Ainsi, les partisans de la sortie se sont gargarisés des études des premiers alors que ceux du maintien ont mis en avant les écrits des seconds. Et bien entendu, le tout dans une mauvaise foi d’interprétation qui ferait allonger le nez de Pinocchio jusqu’à toucher la Lune, puisque il en est toujours ainsi pour lui lorsqu’il se met à mentir.

Finalement, l’Europe institutionnelle est comme un avion, personne n’a jamais prévu de marche arrière. Personne ne sait comment en sortir et c’est presque une hérésie d’en apporter la moindre critique. La seule leçon que nous pourrions retenir de cette histoire du Brexit, est que l’Europe est dangereusement installée sur une certitude qui ne donne aucune possibilité d’exprimer une opinion contraire, sous peine d’être pointé de l’index. Les européens seraient condamnés éternellement à choisir entre l’Europe ou le chaos.

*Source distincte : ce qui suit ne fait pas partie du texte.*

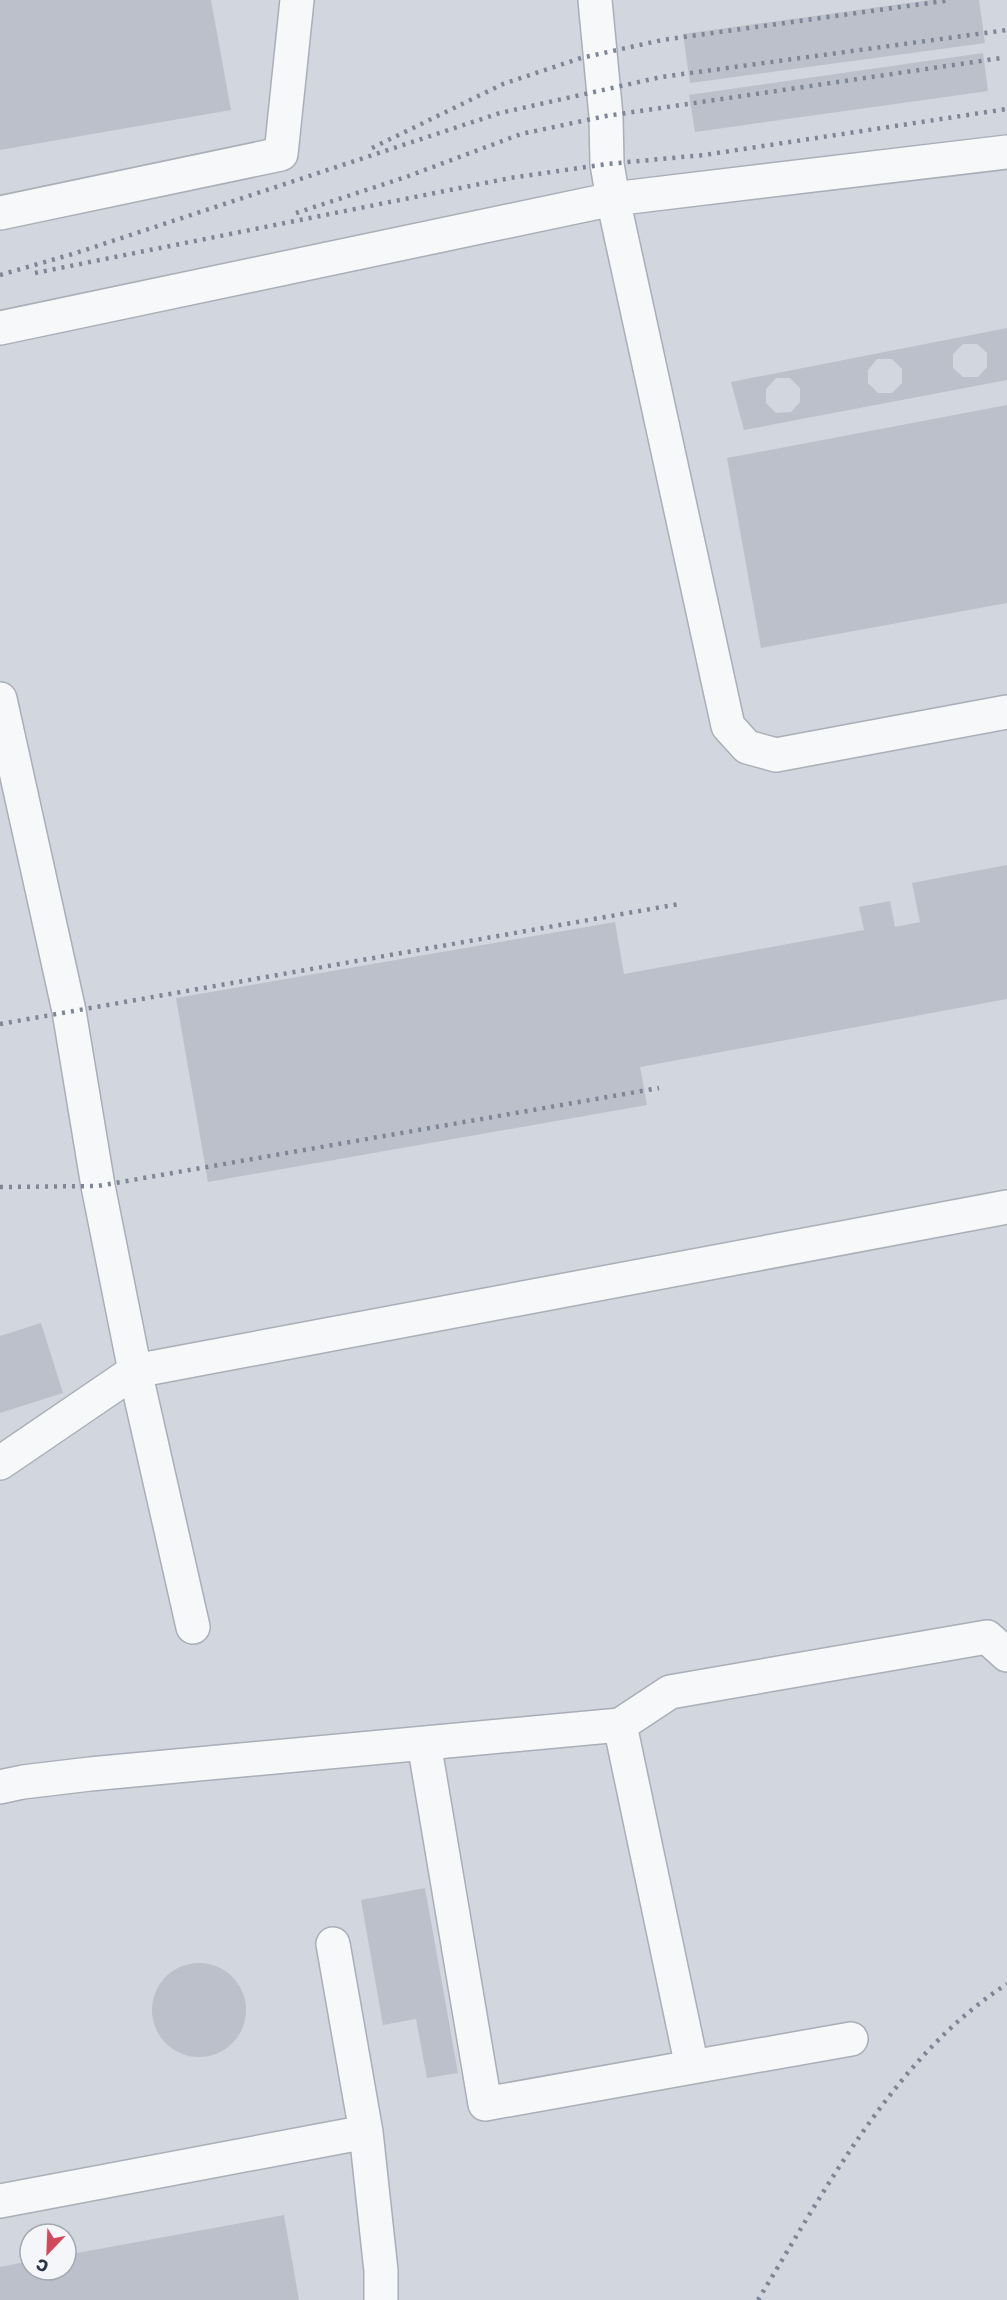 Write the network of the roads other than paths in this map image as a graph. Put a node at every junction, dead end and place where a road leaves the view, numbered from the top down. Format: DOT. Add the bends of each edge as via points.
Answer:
graph roads {
  1 [pos="297,0"];
  2 [pos="595,0"];
  3 [pos="1007,152"];
  4 [pos="613,199"];
  5 [pos="0,213"];
  6 [pos="0,328"];
  7 [pos="0,699"];
  8 [pos="1007,712"];
  9 [pos="1007,1207"];
  10 [pos="135,1371"];
  11 [pos="0,1463"];
  12 [pos="193,1627"];
  13 [pos="1007,1655"];
  14 [pos="620,1725"];
  15 [pos="424,1743"];
  16 [pos="0,1787"];
  17 [pos="333,1944"];
  18 [pos="851,2039"];
  19 [pos="692,2067"];
  20 [pos="366,2132"];
  21 [pos="0,2200"];
  22 [pos="381,2300"];
  1 -- 5 [label="lane" via="281,154"];
  2 -- 4 [label="lane"];
  3 -- 4 [label="lane"];
  4 -- 6 [label="lane"];
  4 -- 8 [label="lane" via="728,726 747,747 776,755"];
  7 -- 10 [label="lane" via="69,1011 98,1186"];
  9 -- 10 [label="lane"];
  10 -- 11 [label="lane"];
  10 -- 12 [label="lane"];
  13 -- 14 [label="lane" via="987,1637 670,1692"];
  14 -- 15 [label="lane"];
  14 -- 19 [label="lane"];
  15 -- 16 [label="lane" via="90,1773"];
  15 -- 19 [label="lane" via="485,2104"];
  17 -- 20 [label="lane"];
  18 -- 19 [label="lane"];
  20 -- 21 [label="lane"];
  20 -- 22 [label="lane"];
}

Certes, les Britanniques ont poussé le bouchon un peu trop loin. Ils agacent et freinent le processus européen en réclamant sans cesse la liberté d’être ailleurs et dedans, en même temps. Ils ont voulu préserver un système libéral qui repose sur leur puissante City de Londres, mais en même temps, ils souhaitaient bénéficier de l’accès libre au gigantesque marché européen.

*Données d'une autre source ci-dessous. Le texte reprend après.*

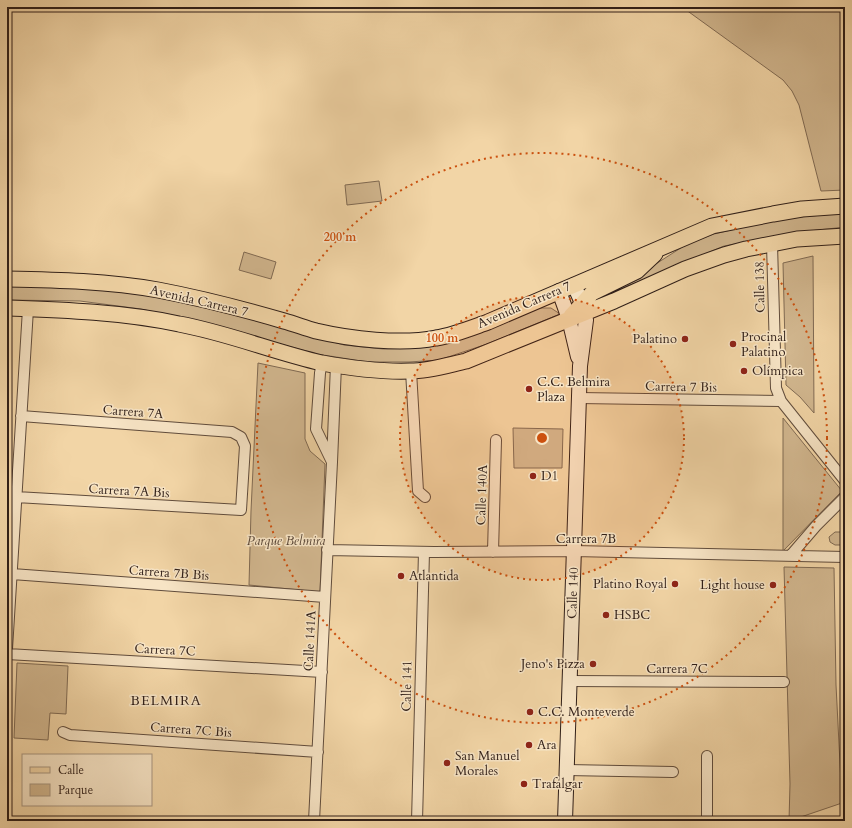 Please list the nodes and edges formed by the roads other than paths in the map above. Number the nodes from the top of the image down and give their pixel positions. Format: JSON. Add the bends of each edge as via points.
{"nodes":[{"id":1,"x":845,"y":206,"type":"edge"},
{"id":2,"x":845,"y":236,"type":"edge"},
{"id":3,"x":772,"y":244,"type":"junction"},
{"id":4,"x":662,"y":247,"type":"junction"},
{"id":5,"x":7,"y":279,"type":"edge"},
{"id":6,"x":574,"y":285,"type":"junction"},
{"id":7,"x":559,"y":291,"type":"junction"},
{"id":8,"x":7,"y":308,"type":"edge"},
{"id":9,"x":583,"y":308,"type":"junction"},
{"id":10,"x":28,"y":309,"type":"junction"},
{"id":11,"x":569,"y":319,"type":"junction"},
{"id":12,"x":329,"y":364,"type":"junction"},
{"id":13,"x":580,"y":366,"type":"junction"},
{"id":14,"x":411,"y":371,"type":"junction"},
{"id":15,"x":579,"y":398,"type":"junction"},
{"id":16,"x":781,"y":401,"type":"junction"},
{"id":17,"x":21,"y":416,"type":"junction"},
{"id":18,"x":496,"y":440,"type":"dead end"},
{"id":19,"x":332,"y":462,"type":"junction"},
{"id":20,"x":845,"y":481,"type":"edge"},
{"id":21,"x":16,"y":497,"type":"junction"},
{"id":22,"x":425,"y":497,"type":"dead end"},
{"id":23,"x":845,"y":497,"type":"edge"},
{"id":24,"x":241,"y":510,"type":"joint"},
{"id":25,"x":10,"y":546,"type":"edge"},
{"id":26,"x":327,"y":550,"type":"junction"},
{"id":27,"x":574,"y":551,"type":"junction"},
{"id":28,"x":424,"y":552,"type":"junction"},
{"id":29,"x":493,"y":552,"type":"junction"},
{"id":30,"x":791,"y":555,"type":"junction"},
{"id":31,"x":845,"y":557,"type":"edge"},
{"id":32,"x":12,"y":574,"type":"junction"},
{"id":33,"x":325,"y":597,"type":"junction"},
{"id":34,"x":7,"y":649,"type":"edge"},
{"id":35,"x":7,"y":654,"type":"edge"},
{"id":36,"x":322,"y":672,"type":"junction"},
{"id":37,"x":570,"y":681,"type":"junction"},
{"id":38,"x":784,"y":682,"type":"dead end"},
{"id":39,"x":63,"y":732,"type":"dead end"},
{"id":40,"x":318,"y":752,"type":"junction"},
{"id":41,"x":707,"y":756,"type":"dead end"},
{"id":42,"x":567,"y":770,"type":"junction"},
{"id":43,"x":673,"y":772,"type":"dead end"},
{"id":44,"x":314,"y":821,"type":"edge"},
{"id":45,"x":417,"y":821,"type":"edge"},
{"id":46,"x":565,"y":821,"type":"edge"},
{"id":47,"x":707,"y":821,"type":"edge"}],
"edges":[{"from":1,"to":4,"type":"main road","name":"Avenida Carrera 7","via":[[802,209],[712,226]]},
{"from":2,"to":3,"type":"main road","name":"Avenida Carrera 7","via":[[797,239]]},
{"from":3,"to":9,"type":"main road","name":"Avenida Carrera 7","via":[[708,261]]},
{"from":3,"to":16,"type":"street","name":"Calle 138","via":[[776,388]]},
{"from":4,"to":6,"type":"main road","name":"Avenida Carrera 7"},
{"from":4,"to":9,"type":"main road","via":[[637,271],[596,290]]},
{"from":5,"to":7,"type":"main road","name":"Avenida Carrera 7","via":[[114,283],[213,302],[316,331],[398,341],[434,339],[454,334]]},
{"from":6,"to":7,"type":"main road","name":"Avenida Carrera 7"},
{"from":6,"to":9,"type":"street","name":"Calle 140"},
{"from":7,"to":11,"type":"street","name":"Calle 140"},
{"from":8,"to":10,"type":"main road","name":"Avenida Carrera 7"},
{"from":9,"to":11,"type":"main road","name":"Avenida Carrera 7"},
{"from":9,"to":13,"type":"street","name":"Calle 140","via":[[586,324]]},
{"from":10,"to":12,"type":"main road","name":"Avenida Carrera 7","via":[[86,312],[178,323]]},
{"from":10,"to":17,"type":"street"},
{"from":11,"to":13,"type":"street","name":"Calle 140"},
{"from":11,"to":14,"type":"main road","name":"Avenida Carrera 7","via":[[466,361]]},
{"from":12,"to":14,"type":"main road","name":"Avenida Carrera 7","via":[[373,370]]},
{"from":12,"to":19,"type":"street","name":"Calle 141A"},
{"from":12,"to":19,"type":"street","name":"Calle 141A","via":[[320,373],[316,428]]},
{"from":13,"to":15,"type":"street","name":"Calle 140"},
{"from":14,"to":22,"type":"street","via":[[418,491]]},
{"from":15,"to":16,"type":"street","name":"Carrera 7 Bis"},
{"from":15,"to":27,"type":"street","name":"Calle 140"},
{"from":16,"to":20,"type":"street"},
{"from":17,"to":21,"type":"street"},
{"from":17,"to":24,"type":"street","name":"Carrera 7A","via":[[232,432],[241,437],[245,446]]},
{"from":18,"to":29,"type":"street","name":"Calle 140A"},
{"from":19,"to":26,"type":"street","name":"Calle 141A"},
{"from":21,"to":24,"type":"street","name":"Carrera 7A Bis"},
{"from":21,"to":25,"type":"street"},
{"from":23,"to":30,"type":"street"},
{"from":25,"to":32,"type":"street"},
{"from":26,"to":28,"type":"street","name":"Carrera 7B"},
{"from":26,"to":33,"type":"street","name":"Calle 141A"},
{"from":27,"to":29,"type":"street","name":"Carrera 7B"},
{"from":27,"to":30,"type":"street","name":"Carrera 7B"},
{"from":27,"to":37,"type":"street","name":"Calle 140"},
{"from":28,"to":29,"type":"street","name":"Carrera 7B"},
{"from":28,"to":45,"type":"street","name":"Calle 141"},
{"from":30,"to":31,"type":"street","name":"Carrera 7B"},
{"from":32,"to":33,"type":"street","name":"Carrera 7B Bis"},
{"from":32,"to":34,"type":"street"},
{"from":33,"to":36,"type":"street","name":"Calle 141A"},
{"from":35,"to":36,"type":"street","name":"Carrera 7C"},
{"from":36,"to":40,"type":"street","name":"Calle 141A"},
{"from":37,"to":38,"type":"street","name":"Carrera 7C"},
{"from":37,"to":42,"type":"street","name":"Calle 140"},
{"from":39,"to":40,"type":"street","name":"Carrera 7C Bis","via":[[70,735]]},
{"from":40,"to":44,"type":"street","name":"Calle 141A"},
{"from":41,"to":47,"type":"street"},
{"from":42,"to":43,"type":"street"},
{"from":42,"to":46,"type":"street","name":"Calle 140"}]}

C’était une position très contestable mais l’Europe peut-elle continuer à se construire en déniant aux peuples leur droit à exprimer des positions différentes ? Cette nouvelle dictature des experts et des hommes politiques européennes a jeté des pans entiers de la population européenne dans les bras des populistes qui leur promettent des chimères, redoutablement plus dangereuses.

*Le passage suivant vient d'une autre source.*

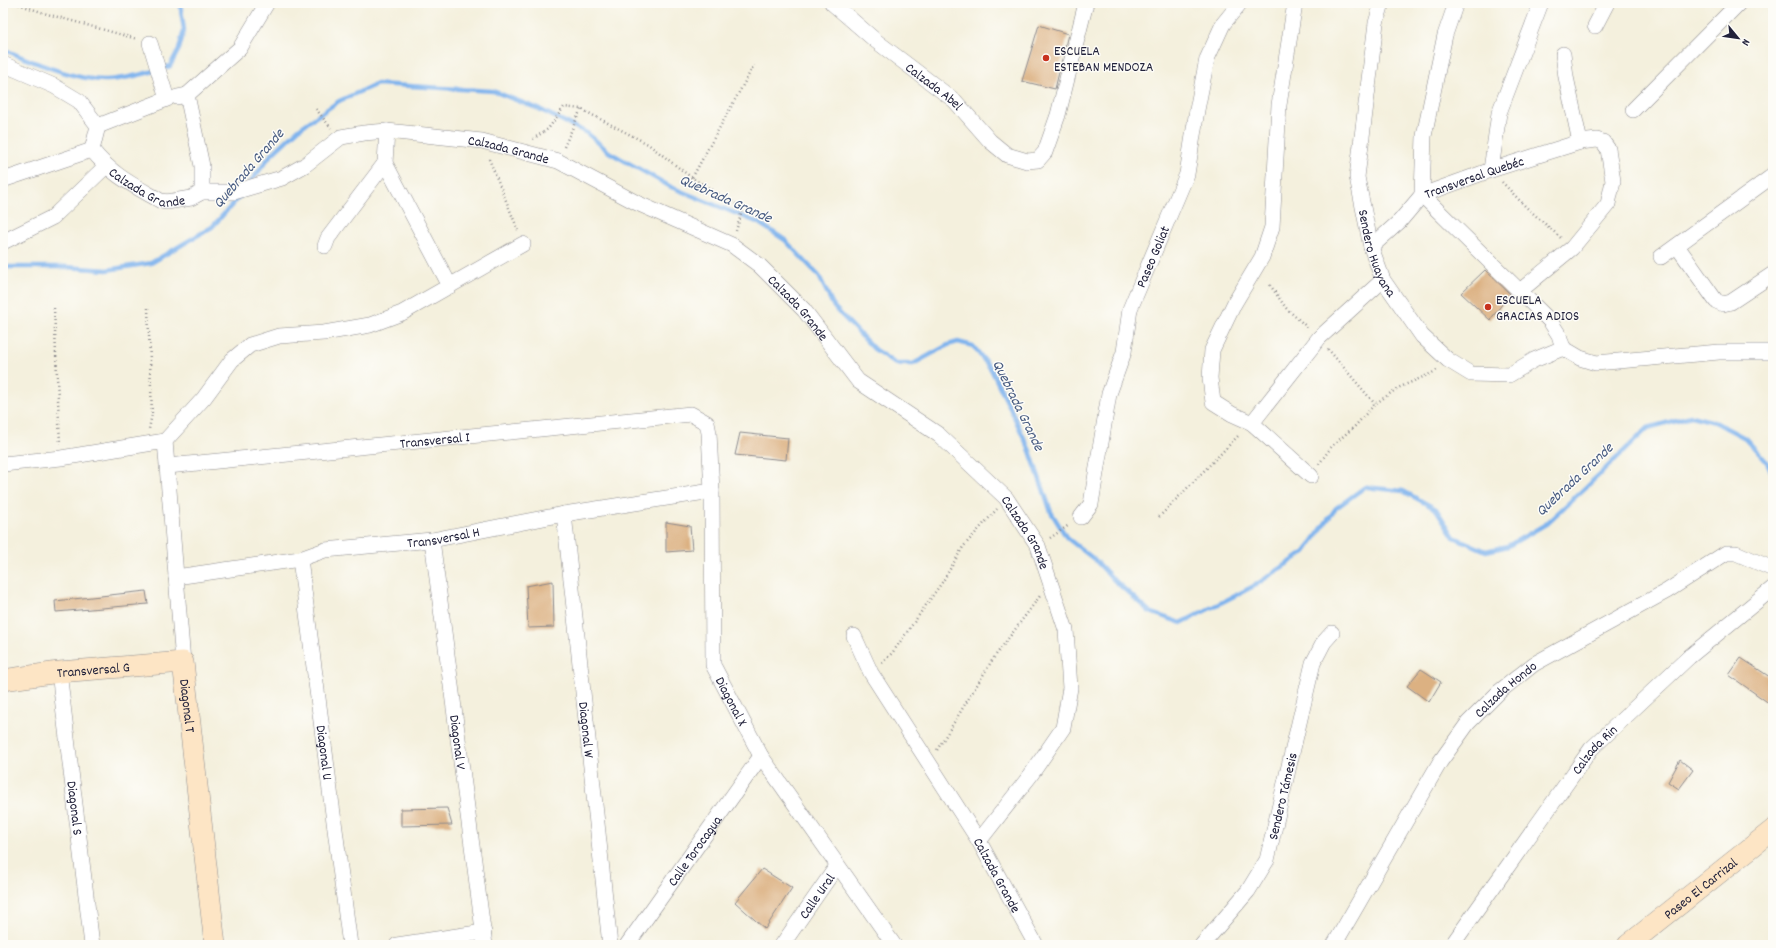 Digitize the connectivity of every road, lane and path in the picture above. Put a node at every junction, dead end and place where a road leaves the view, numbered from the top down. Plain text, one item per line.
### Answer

Si les anglais agacent, s’ils ont tort et qu’ils veulent uniquement profiter du système sans en payer le prix à une certaine soumission, au moins nous auront-ils éclairé sur la dérive d’une construction européenne. Ce « machin » (comme disait De Gaulle à propos de l’Onu), dont la représentativité électorale est des plus douteuses, fonce tout droit, sans marche arrière ni rétroviseur pour s’apercevoir que des millions de gens sont tombés sur la route, victimes d’une mondialisation économique sans retenue.

Alors, monsieur Cambronne, dites-leur au-revoir de votre célèbre mot puisque c’est leur désir définitif.